UQ in Earth Science Data#
This article is part of a series: Subjectivity in Earth Scinece Data.
Subjectivity in Earth Science Data#
Subjectivity is a distinct type of uncertainty related to Earth science data. It is inherently linked to the role human agents play in information processing chains resulting in typical Earth science products, such as geological maps and models of processes taking place in the Earth. Compared to other types of uncertainty present in information processing chains, it is particularly challenging to quantify the amount of subjectivity present in information processing.
Subjectivity and its Relation to Uncertainty#
In the following discussion, we consider data as quantitative units of coded information. We consider information in the sense of knowledge which is cognitively understandable to human agents. Information or knowledge exists in the brain of a human agent. To share it or store it outside the human brain, it has to be coded into data. For example, this can be done by coding information into letters, words, and sentences, into sound sequences with temporarily varying frequency and amplitude, or into binary sequences. Information coding to produce data is done following specific rules which are ideally precisely and accurately determined. In practice, accurate and precise information coding can be challenging, e.g., when sharing information on how to do big wave surfing with someone who never tried surfing before . Unlike information, data can be transmitted and received by other human agents. To retrieve information from the received data, these data have to be decoded following the same rules as used for information coding (Fig. 73).
In modern Earth sciences, data can also be produced by technical devices sampling the environment discretely.

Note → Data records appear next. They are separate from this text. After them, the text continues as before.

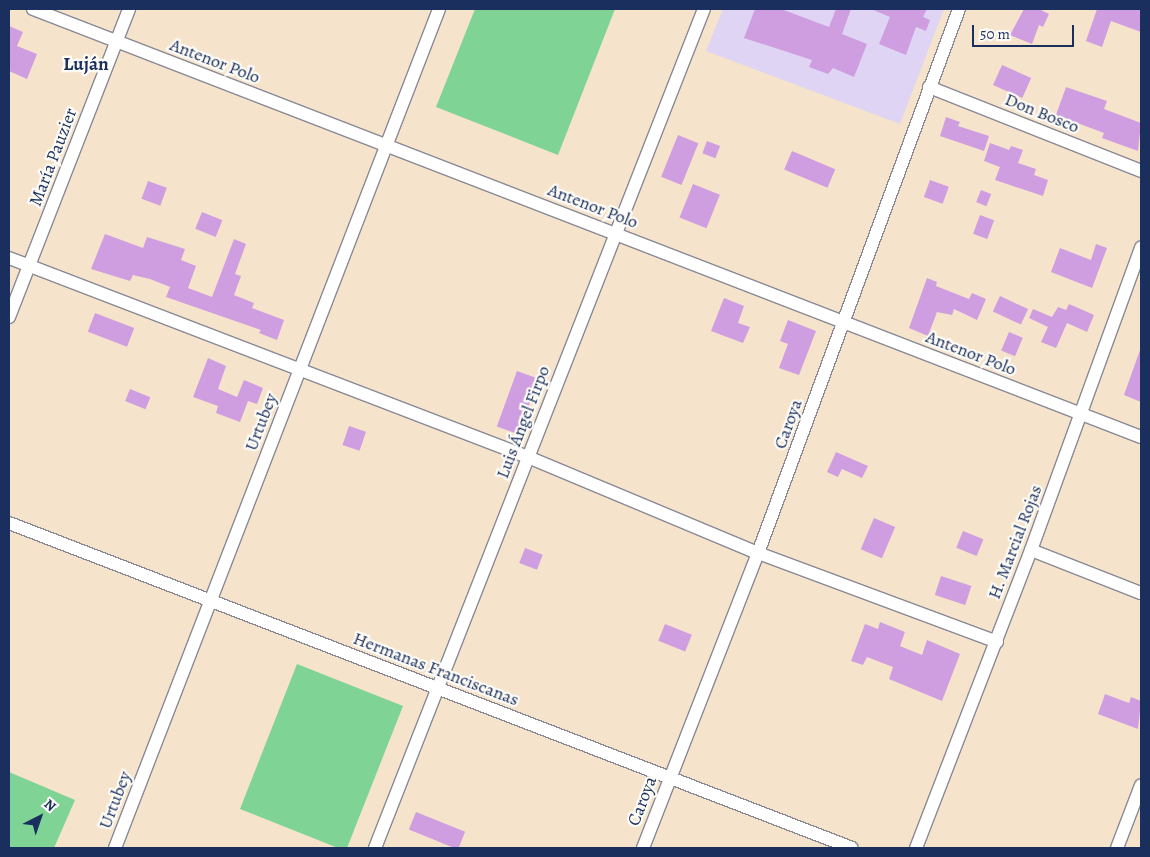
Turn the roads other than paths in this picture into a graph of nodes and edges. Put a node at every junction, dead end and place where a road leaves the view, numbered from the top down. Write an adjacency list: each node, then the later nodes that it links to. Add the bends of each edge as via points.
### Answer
1 (33, 9): 6 (street, Antenor Polo)
2 (129, 9): 6 (street, María Pauzier)
3 (439, 9): 8 (street, Urtubey)
4 (704, 9): 10 (street, Luis Ángel Firpo)
5 (959, 9): 7 (street, Caroya)
6 (116, 41): 8 (street, Antenor Polo); 13 (street, María Pauzier)
7 (929, 86): 9 (street, Don Bosco); 15 (street, Caroya)
8 (386, 145): 10 (street, Antenor Polo); 16 (street, Urtubey)
9 (1141, 171)
10 (616, 234): 15 (street, Antenor Polo); 19 (street, Luis Ángel Firpo)
11 (1141, 246): 17 (street, H. Marcial Rojas)
12 (9, 258): 13 (street)
13 (29, 266): 14 (street, María Pauzier); 16 (street)
14 (9, 318)
15 (844, 323): 17 (street, Antenor Polo); 22 (street, Caroya)
16 (300, 369): 19 (street); 24 (street, Urtubey)
17 (1082, 414): 18 (street, Antenor Polo); 21 (street, H. Marcial Rojas)
18 (1141, 436)
19 (528, 457): 22 (street); 26 (street, Luis Ángel Firpo)
20 (9, 523): 24 (street, Hermanas Franciscanas)
21 (1032, 550): 23 (street); 25 (street, H. Marcial Rojas)
22 (758, 553): 25 (street); 27 (street, Caroya)
23 (1141, 593)
24 (210, 601): 26 (street, Hermanas Franciscanas); 29 (street, Urtubey)
25 (997, 642): 33 (street, H. Marcial Rojas)
26 (438, 689): 27 (street, Hermanas Franciscanas); 30 (street, Luis Ángel Firpo)
27 (670, 778): 31 (street, Caroya); 32 (street, Hermanas Franciscanas)
28 (1141, 785): 34 (street)
29 (119, 847)
30 (375, 848)
31 (643, 848)
32 (852, 848)
33 (916, 848)
34 (1116, 848)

At the beginning of the information processing chain, information is replaced by the environmental reality which is coded into data following specific algorithmic rules defining the technical device and its coding precision and accuracy. Since both are practically limited, the produced data always carry uncertainty in the form of a probabilistic deviation from their optimal or correct quantitative states [JCGM, 2008]. The outcome is discrete data usually stored and transmitted in binarized form. Despite the utilization of technical sensors on the data production side, humans are involved in the information retrieval from such data when turning data into information (Fig. 74).
Information processing chains comprising information or reality coding, data transmission, data reception, and information retrieval are prone to uncertainty. This becomes obvious if a mismatch between coded and retrieved information exists. Reasons for that can be manifold. For example, coding rules may have been applied improperly. This may result in poor coding results, e.g., with regard to accent, wording, and incorrect grammar utilization when coding information into a sound sequence using the rules of a language. Consequently, aspects of the information may be lost or biased during the coding. This can cause irreversible information distortions even when the data receiver has good decoding skills, e.g., is a native speaker of the language used. Data may interfere with environmental noise, e.g., spoken words and sentences may be superimposed by loud environmental noise when transmitted.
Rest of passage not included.